Task objective:
Quote the entries in full, character for character, without their images.
▬▬▬▬▬▬
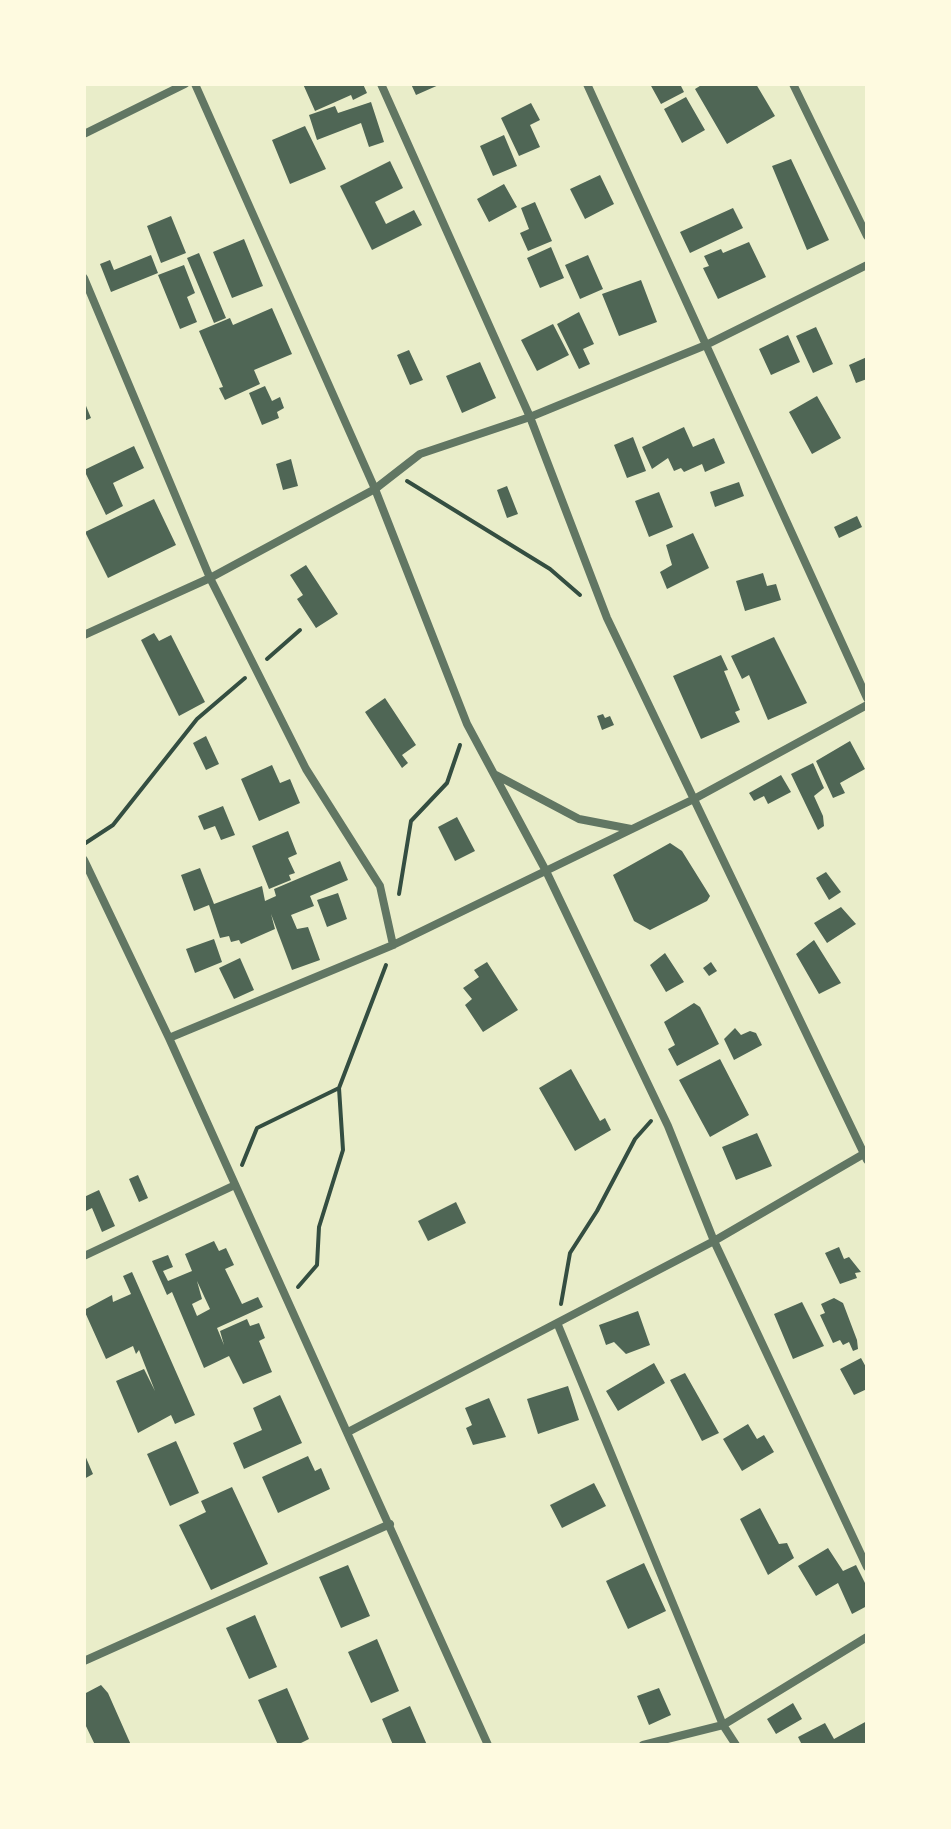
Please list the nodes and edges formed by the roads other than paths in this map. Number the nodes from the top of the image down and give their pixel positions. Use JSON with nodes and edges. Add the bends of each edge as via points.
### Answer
{"nodes":[{"id":1,"x":185,"y":84,"type":"edge"},
{"id":2,"x":195,"y":84,"type":"edge"},
{"id":3,"x":381,"y":84,"type":"edge"},
{"id":4,"x":587,"y":84,"type":"edge"},
{"id":5,"x":793,"y":84,"type":"edge"},
{"id":6,"x":84,"y":134,"type":"edge"},
{"id":7,"x":867,"y":236,"type":"edge"},
{"id":8,"x":867,"y":265,"type":"edge"},
{"id":9,"x":84,"y":278,"type":"edge"},
{"id":10,"x":706,"y":345,"type":"junction"},
{"id":11,"x":530,"y":417,"type":"junction"},
{"id":12,"x":375,"y":489,"type":"junction"},
{"id":13,"x":210,"y":578,"type":"junction"},
{"id":14,"x":84,"y":635,"type":"edge"},
{"id":15,"x":867,"y":698,"type":"edge"},
{"id":16,"x":867,"y":705,"type":"edge"},
{"id":17,"x":494,"y":774,"type":"junction"},
{"id":18,"x":694,"y":799,"type":"junction"},
{"id":19,"x":631,"y":829,"type":"junction"},
{"id":20,"x":84,"y":860,"type":"edge"},
{"id":21,"x":546,"y":871,"type":"junction"},
{"id":22,"x":393,"y":945,"type":"junction"},
{"id":23,"x":169,"y":1038,"type":"junction"},
{"id":24,"x":866,"y":1155,"type":"edge"},
{"id":25,"x":235,"y":1185,"type":"junction"},
{"id":26,"x":714,"y":1241,"type":"junction"},
{"id":27,"x":84,"y":1256,"type":"edge"},
{"id":28,"x":558,"y":1325,"type":"junction"},
{"id":29,"x":348,"y":1432,"type":"junction"},
{"id":30,"x":390,"y":1524,"type":"junction"},
{"id":31,"x":867,"y":1567,"type":"edge"},
{"id":32,"x":867,"y":1637,"type":"edge"},
{"id":33,"x":84,"y":1661,"type":"edge"},
{"id":34,"x":723,"y":1725,"type":"junction"},
{"id":35,"x":488,"y":1745,"type":"edge"},
{"id":36,"x":643,"y":1745,"type":"edge"},
{"id":37,"x":736,"y":1745,"type":"edge"}],
"edges":[{"from":1,"to":6,"type":"street"},
{"from":2,"to":12,"type":"street"},
{"from":3,"to":11,"type":"street"},
{"from":4,"to":10,"type":"street"},
{"from":5,"to":7,"type":"street"},
{"from":8,"to":10,"type":"street"},
{"from":9,"to":13,"type":"street"},
{"from":10,"to":11,"type":"street"},
{"from":10,"to":15,"type":"street"},
{"from":11,"to":12,"type":"street","via":[[420,454]]},
{"from":11,"to":18,"type":"street","via":[[607,618]]},
{"from":12,"to":13,"type":"street"},
{"from":12,"to":17,"type":"street","via":[[467,724]]},
{"from":13,"to":14,"type":"street"},
{"from":13,"to":22,"type":"street","via":[[306,769],[380,886]]},
{"from":16,"to":18,"type":"street"},
{"from":17,"to":19,"type":"street","via":[[579,819]]},
{"from":17,"to":21,"type":"street"},
{"from":18,"to":19,"type":"street"},
{"from":18,"to":24,"type":"street"},
{"from":19,"to":21,"type":"street"},
{"from":20,"to":23,"type":"street"},
{"from":21,"to":22,"type":"street"},
{"from":21,"to":26,"type":"street","via":[[661,1111]]},
{"from":22,"to":23,"type":"street"},
{"from":23,"to":25,"type":"street"},
{"from":24,"to":26,"type":"street"},
{"from":25,"to":27,"type":"street"},
{"from":25,"to":29,"type":"street"},
{"from":26,"to":28,"type":"street"},
{"from":26,"to":31,"type":"street"},
{"from":28,"to":29,"type":"street"},
{"from":28,"to":34,"type":"street"},
{"from":29,"to":30,"type":"street"},
{"from":30,"to":33,"type":"street"},
{"from":30,"to":35,"type":"street"},
{"from":32,"to":34,"type":"street"},
{"from":34,"to":36,"type":"street"},
{"from":34,"to":37,"type":"street"}]}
▬▬▬▬▬▬
Output of the exercise:
Please list the nodes and edges formed by the roads other than paths in this map. Number the nodes from the top of the image down and give their pixel positions. Use JSON with nodes and edges. Add the bends of each edge as via points.
### Answer
{"nodes":[{"id":1,"x":185,"y":84,"type":"edge"},
{"id":2,"x":195,"y":84,"type":"edge"},
{"id":3,"x":381,"y":84,"type":"edge"},
{"id":4,"x":587,"y":84,"type":"edge"},
{"id":5,"x":793,"y":84,"type":"edge"},
{"id":6,"x":84,"y":134,"type":"edge"},
{"id":7,"x":867,"y":236,"type":"edge"},
{"id":8,"x":867,"y":265,"type":"edge"},
{"id":9,"x":84,"y":278,"type":"edge"},
{"id":10,"x":706,"y":345,"type":"junction"},
{"id":11,"x":530,"y":417,"type":"junction"},
{"id":12,"x":375,"y":489,"type":"junction"},
{"id":13,"x":210,"y":578,"type":"junction"},
{"id":14,"x":84,"y":635,"type":"edge"},
{"id":15,"x":867,"y":698,"type":"edge"},
{"id":16,"x":867,"y":705,"type":"edge"},
{"id":17,"x":494,"y":774,"type":"junction"},
{"id":18,"x":694,"y":799,"type":"junction"},
{"id":19,"x":631,"y":829,"type":"junction"},
{"id":20,"x":84,"y":860,"type":"edge"},
{"id":21,"x":546,"y":871,"type":"junction"},
{"id":22,"x":393,"y":945,"type":"junction"},
{"id":23,"x":169,"y":1038,"type":"junction"},
{"id":24,"x":866,"y":1155,"type":"edge"},
{"id":25,"x":235,"y":1185,"type":"junction"},
{"id":26,"x":714,"y":1241,"type":"junction"},
{"id":27,"x":84,"y":1256,"type":"edge"},
{"id":28,"x":558,"y":1325,"type":"junction"},
{"id":29,"x":348,"y":1432,"type":"junction"},
{"id":30,"x":390,"y":1524,"type":"junction"},
{"id":31,"x":867,"y":1567,"type":"edge"},
{"id":32,"x":867,"y":1637,"type":"edge"},
{"id":33,"x":84,"y":1661,"type":"edge"},
{"id":34,"x":723,"y":1725,"type":"junction"},
{"id":35,"x":488,"y":1745,"type":"edge"},
{"id":36,"x":643,"y":1745,"type":"edge"},
{"id":37,"x":736,"y":1745,"type":"edge"}],
"edges":[{"from":1,"to":6,"type":"street"},
{"from":2,"to":12,"type":"street"},
{"from":3,"to":11,"type":"street"},
{"from":4,"to":10,"type":"street"},
{"from":5,"to":7,"type":"street"},
{"from":8,"to":10,"type":"street"},
{"from":9,"to":13,"type":"street"},
{"from":10,"to":11,"type":"street"},
{"from":10,"to":15,"type":"street"},
{"from":11,"to":12,"type":"street","via":[[420,454]]},
{"from":11,"to":18,"type":"street","via":[[607,618]]},
{"from":12,"to":13,"type":"street"},
{"from":12,"to":17,"type":"street","via":[[467,724]]},
{"from":13,"to":14,"type":"street"},
{"from":13,"to":22,"type":"street","via":[[306,769],[380,886]]},
{"from":16,"to":18,"type":"street"},
{"from":17,"to":19,"type":"street","via":[[579,819]]},
{"from":17,"to":21,"type":"street"},
{"from":18,"to":19,"type":"street"},
{"from":18,"to":24,"type":"street"},
{"from":19,"to":21,"type":"street"},
{"from":20,"to":23,"type":"street"},
{"from":21,"to":22,"type":"street"},
{"from":21,"to":26,"type":"street","via":[[661,1111]]},
{"from":22,"to":23,"type":"street"},
{"from":23,"to":25,"type":"street"},
{"from":24,"to":26,"type":"street"},
{"from":25,"to":27,"type":"street"},
{"from":25,"to":29,"type":"street"},
{"from":26,"to":28,"type":"street"},
{"from":26,"to":31,"type":"street"},
{"from":28,"to":29,"type":"street"},
{"from":28,"to":34,"type":"street"},
{"from":29,"to":30,"type":"street"},
{"from":30,"to":33,"type":"street"},
{"from":30,"to":35,"type":"street"},
{"from":32,"to":34,"type":"street"},
{"from":34,"to":36,"type":"street"},
{"from":34,"to":37,"type":"street"}]}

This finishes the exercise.